Nephrol Dial Transplant. 2009 Mar;24(3):1054-6. doi: 10.1093/ndt/gfn674. Epub 2008 Dec 4.
Hypothermic cardiac arrest is associated with a high mortality despite advances in pre-hospital rescue, rewarming techniques and intensive care management. Prolonged resuscitation is justified and full neurological recovery has been described using various methods of extracorporeal rewarming (Vretenar DF, Urschel JD, Parrott JCW et al. Ann Thorac Surg 1994; 58: 895-898; Hughes A, Riou P, Day C. Emerg Med J 2007; 24: 511-512). Extracorporeal rewarming is usually required at temperatures below 32 degrees C or in the presence of cardiovascular instability or neurological dysfunction (Wilkey SA. Am J Clin Med 2004; 1: 4-11). Resuscitation guidelines suggest cardiopulmonary bypass (CPB) as the method of choice in cardiac arrest, but in practice availability is restricted (Soar J, Deakin CD, Nolan JP et al. Resuscitation 2005; 67: S135-S170). Continuous veno-venous haemofiltration (CVVH) is an alternative, but underutilized approach which warrants further consideration given its ease and wider availability.

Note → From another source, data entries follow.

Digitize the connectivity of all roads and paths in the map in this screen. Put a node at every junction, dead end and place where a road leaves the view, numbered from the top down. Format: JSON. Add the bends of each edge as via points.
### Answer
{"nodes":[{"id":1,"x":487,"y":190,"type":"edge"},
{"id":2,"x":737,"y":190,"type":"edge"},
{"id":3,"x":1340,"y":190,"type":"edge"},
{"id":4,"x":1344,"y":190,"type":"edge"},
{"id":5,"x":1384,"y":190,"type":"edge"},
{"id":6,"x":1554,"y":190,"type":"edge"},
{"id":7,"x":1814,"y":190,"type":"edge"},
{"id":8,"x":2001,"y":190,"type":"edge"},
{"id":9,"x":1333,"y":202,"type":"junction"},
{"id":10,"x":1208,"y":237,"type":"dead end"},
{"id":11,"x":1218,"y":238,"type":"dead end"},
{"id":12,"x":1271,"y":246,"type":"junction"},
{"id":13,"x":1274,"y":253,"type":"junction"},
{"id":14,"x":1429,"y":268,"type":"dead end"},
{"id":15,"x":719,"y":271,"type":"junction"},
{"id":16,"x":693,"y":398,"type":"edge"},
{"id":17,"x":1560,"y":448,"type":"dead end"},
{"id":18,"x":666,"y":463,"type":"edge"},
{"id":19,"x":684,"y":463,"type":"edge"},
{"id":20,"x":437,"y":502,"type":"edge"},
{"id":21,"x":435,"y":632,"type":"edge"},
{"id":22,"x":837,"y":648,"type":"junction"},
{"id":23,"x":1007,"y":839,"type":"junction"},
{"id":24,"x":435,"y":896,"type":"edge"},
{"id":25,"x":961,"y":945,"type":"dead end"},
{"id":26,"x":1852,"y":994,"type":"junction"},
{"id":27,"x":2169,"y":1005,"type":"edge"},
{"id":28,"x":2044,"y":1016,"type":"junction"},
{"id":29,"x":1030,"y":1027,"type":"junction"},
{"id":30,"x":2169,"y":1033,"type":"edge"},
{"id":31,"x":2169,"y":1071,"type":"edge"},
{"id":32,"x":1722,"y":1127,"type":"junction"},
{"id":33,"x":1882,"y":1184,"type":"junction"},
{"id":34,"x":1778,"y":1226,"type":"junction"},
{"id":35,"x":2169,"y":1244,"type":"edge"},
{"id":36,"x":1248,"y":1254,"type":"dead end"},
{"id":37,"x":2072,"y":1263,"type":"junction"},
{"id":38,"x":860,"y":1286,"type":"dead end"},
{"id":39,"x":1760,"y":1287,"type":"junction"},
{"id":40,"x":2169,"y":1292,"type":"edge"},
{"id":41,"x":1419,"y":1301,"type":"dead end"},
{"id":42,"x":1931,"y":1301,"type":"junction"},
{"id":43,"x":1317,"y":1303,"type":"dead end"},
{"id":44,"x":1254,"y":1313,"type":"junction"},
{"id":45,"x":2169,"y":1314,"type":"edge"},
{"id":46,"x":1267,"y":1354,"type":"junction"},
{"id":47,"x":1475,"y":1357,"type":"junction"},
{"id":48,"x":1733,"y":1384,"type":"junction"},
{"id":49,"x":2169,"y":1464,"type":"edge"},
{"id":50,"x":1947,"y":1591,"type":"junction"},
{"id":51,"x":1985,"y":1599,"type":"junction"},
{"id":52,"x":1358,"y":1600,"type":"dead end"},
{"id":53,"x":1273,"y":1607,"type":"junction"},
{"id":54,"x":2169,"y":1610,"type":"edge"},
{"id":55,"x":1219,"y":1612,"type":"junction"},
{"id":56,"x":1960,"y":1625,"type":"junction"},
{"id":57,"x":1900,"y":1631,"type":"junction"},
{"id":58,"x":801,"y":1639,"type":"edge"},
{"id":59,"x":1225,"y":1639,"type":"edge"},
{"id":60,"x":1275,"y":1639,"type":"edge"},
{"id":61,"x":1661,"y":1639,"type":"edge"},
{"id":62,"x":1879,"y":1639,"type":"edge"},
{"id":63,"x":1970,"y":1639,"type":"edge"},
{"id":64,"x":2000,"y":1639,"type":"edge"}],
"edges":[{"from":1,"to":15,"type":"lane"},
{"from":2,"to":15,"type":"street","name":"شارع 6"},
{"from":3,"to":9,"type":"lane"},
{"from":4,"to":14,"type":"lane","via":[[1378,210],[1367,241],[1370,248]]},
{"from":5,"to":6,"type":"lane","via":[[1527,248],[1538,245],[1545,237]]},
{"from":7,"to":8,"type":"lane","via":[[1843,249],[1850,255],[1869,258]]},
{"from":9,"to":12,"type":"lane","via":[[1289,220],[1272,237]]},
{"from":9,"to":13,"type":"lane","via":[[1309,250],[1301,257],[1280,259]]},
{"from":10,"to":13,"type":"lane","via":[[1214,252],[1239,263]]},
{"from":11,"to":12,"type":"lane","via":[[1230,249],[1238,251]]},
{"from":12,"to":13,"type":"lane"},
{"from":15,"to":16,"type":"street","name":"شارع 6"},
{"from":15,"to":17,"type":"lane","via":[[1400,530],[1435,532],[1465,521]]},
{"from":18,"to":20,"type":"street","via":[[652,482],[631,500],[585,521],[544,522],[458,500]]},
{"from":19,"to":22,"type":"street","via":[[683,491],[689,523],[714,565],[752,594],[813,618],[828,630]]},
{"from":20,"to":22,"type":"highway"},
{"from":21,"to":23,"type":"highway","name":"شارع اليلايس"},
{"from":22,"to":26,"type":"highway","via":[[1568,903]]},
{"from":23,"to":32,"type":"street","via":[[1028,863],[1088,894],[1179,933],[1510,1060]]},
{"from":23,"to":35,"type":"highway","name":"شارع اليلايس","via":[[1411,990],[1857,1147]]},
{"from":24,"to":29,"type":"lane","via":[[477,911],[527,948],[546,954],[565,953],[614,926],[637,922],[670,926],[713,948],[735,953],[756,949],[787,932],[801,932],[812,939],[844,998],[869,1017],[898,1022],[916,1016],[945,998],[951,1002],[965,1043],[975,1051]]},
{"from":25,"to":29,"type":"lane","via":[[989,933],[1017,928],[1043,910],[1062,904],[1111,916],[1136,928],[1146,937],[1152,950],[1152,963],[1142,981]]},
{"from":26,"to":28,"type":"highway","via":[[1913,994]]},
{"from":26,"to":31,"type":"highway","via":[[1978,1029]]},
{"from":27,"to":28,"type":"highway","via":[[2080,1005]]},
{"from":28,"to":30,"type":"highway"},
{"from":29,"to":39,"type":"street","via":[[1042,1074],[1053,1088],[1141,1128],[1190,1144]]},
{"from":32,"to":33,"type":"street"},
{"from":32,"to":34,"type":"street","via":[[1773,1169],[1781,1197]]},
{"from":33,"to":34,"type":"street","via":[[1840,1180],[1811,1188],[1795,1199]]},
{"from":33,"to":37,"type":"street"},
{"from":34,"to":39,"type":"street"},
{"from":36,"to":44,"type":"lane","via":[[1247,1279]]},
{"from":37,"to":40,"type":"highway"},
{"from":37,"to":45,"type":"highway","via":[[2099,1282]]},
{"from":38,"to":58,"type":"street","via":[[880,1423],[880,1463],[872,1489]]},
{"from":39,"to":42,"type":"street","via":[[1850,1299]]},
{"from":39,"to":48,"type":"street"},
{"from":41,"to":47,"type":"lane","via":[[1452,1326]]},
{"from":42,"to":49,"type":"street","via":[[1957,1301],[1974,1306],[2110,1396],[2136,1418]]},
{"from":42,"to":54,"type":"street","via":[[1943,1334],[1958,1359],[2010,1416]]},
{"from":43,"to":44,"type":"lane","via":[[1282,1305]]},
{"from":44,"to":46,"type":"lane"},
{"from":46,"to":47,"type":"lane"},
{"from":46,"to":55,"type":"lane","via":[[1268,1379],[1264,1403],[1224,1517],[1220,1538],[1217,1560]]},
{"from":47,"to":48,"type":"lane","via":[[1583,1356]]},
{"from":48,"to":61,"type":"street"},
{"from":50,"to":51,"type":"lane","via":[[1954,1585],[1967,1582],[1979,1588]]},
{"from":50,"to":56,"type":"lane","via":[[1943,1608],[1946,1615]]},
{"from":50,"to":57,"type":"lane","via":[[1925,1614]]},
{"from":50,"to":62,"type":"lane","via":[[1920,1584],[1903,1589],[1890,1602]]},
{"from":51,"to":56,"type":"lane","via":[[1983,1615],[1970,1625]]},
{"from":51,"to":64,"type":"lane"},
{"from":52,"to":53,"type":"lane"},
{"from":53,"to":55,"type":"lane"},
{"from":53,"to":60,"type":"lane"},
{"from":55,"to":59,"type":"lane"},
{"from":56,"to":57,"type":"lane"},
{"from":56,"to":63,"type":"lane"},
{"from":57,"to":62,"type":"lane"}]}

尽管在院前急救、复温技术和重症监护管理方面取得了进展,但低温性心脏骤停的死亡率仍然很高。延长复苏是合理的,并且已经描述了使用各种体外复温方法实现完全神经功能恢复的情况(Vretenar DF、Urschel JD、Parrott JCW等人。《胸外科年鉴》1994年;58:895 - 898;Hughes A、Riou P、Day C。《急诊医学杂志》2007年;24:511 - 512)。通常在体温低于32摄氏度或存在心血管不稳定或神经功能障碍时需要进行体外复温(Wilkey SA。《美国临床医学杂志》2004年;1:4 - 11)。复苏指南建议将体外循环(CPB)作为心脏骤停的首选方法,但在实际应用中其可用性受到限制(Soar J、Deakin CD、Nolan JP等人。《复苏》2005年;67:S135 - S170)。持续静脉 - 静脉血液滤过(CVVH)是一种替代方法,但未得到充分利用,鉴于其简便性和更广泛的可用性,值得进一步考虑。